1. Field of the Invention
The present invention relates to a security system and method, and more particularly, to a security system and method that perform security and monitoring using measurement of acoustic field variation.
2. Discussion of Related Art
Security systems have been studied for a long time. There are conventional security systems using a security camera scheme, an infrared ray (IR) scheme, an ultrasonic scheme, and a sound measurement scheme.
There is a conventional ultrasonic scheme in which when there is no intrusion, an ultrasonic wave has a waveform having an upper portion and a lower portion that have the same form, and when there is an intrusion, the waveform is distorted. In this case, the distorted waveform is subjected to digital processing and integral operation. A determination is made as to whether there is an intrusion based on a distortion degree of the waveform. The ultrasonic scheme uses a simple principle and employs a waveform transducer to send an ultrasonic wave, which is returned to the waveform transducer for processing. Thus, the ultrasonic scheme can be easily implemented.

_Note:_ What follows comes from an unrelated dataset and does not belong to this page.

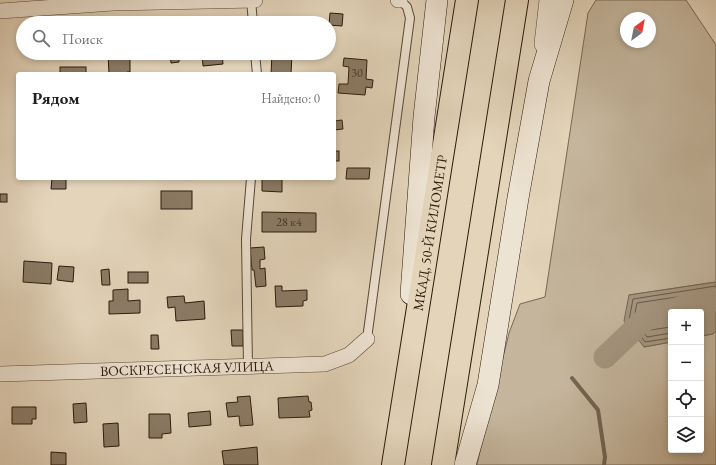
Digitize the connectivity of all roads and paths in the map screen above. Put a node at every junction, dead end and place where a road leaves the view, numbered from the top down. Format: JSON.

The ultrasonic scheme uses an ultrasonic wave and has low efficiency of generation of the ultrasonic wave to air, causing high power consumption. Where a waveform of a generated ultrasonic wave is initially distorted due to an existing object or condition in a certain space, an intrusion signal is generated irrespective of whether there is an intrusion. Measurement in a wide space is limited due to excellent directivity of the ultrasonic wave, and nonuniform reflection of the ultrasonic wave from ambient objects makes an initialization difficult.
There is another conventional scheme that is similar to the above ultrasonic scheme but is applicable only to the inside of a car. This scheme proposes an ultrasonic-wave intrusion detection and alarm system and method for a car capable of digitally modulating an ultrasonic wave, reducing erroneous detection caused by an echo or external noise, and improving the precision of detection. In an initialization process, an initialization is performed through an accumulated amount of data.
This scheme has overcome the limitation of measurement in wide spaces of the ultrasonic wave by limiting its application to the inside of the car. However, since the scheme uses a similar principle to the foregoing scheme, the scheme has a problem of power inefficiency due to use of the ultrasonic wave and has a disadvantage in that an intrusion signal is erroneously generated irrespective of whether there is an intrusion when a waveform of the ultrasonic wave is initially distorted by an existing object or condition in a certain space.
There is another monitoring scheme for determining whether there is an abnormality in a place to be monitored using environmental sound generated according to an environment of the place. A microphone is disposed at the place to be monitored, a feature extractor extracts a given feature from a sound signal from the microphone, and an abnormality determiner compares the extracted feature with an environmental sound reference model stored in a memory to determine whether there is an abnormality in the place. When it is determined that there is an abnormality, an alarm output unit generates an alarm signal and provides the alarm signal to a monitoring person.
In the conventional schemes, since learning is performed under a silent environment at the time of initialization or at a certain sound state, an operation is very sensitive due to an ambient noise after initializations through learning. Accordingly, a malfunction is highly likely to occur when ambient noise other than an intrusion is generated. Further, since very silent intrusion by a person or object causes no variation of environmental sound, the intrusion is not detected.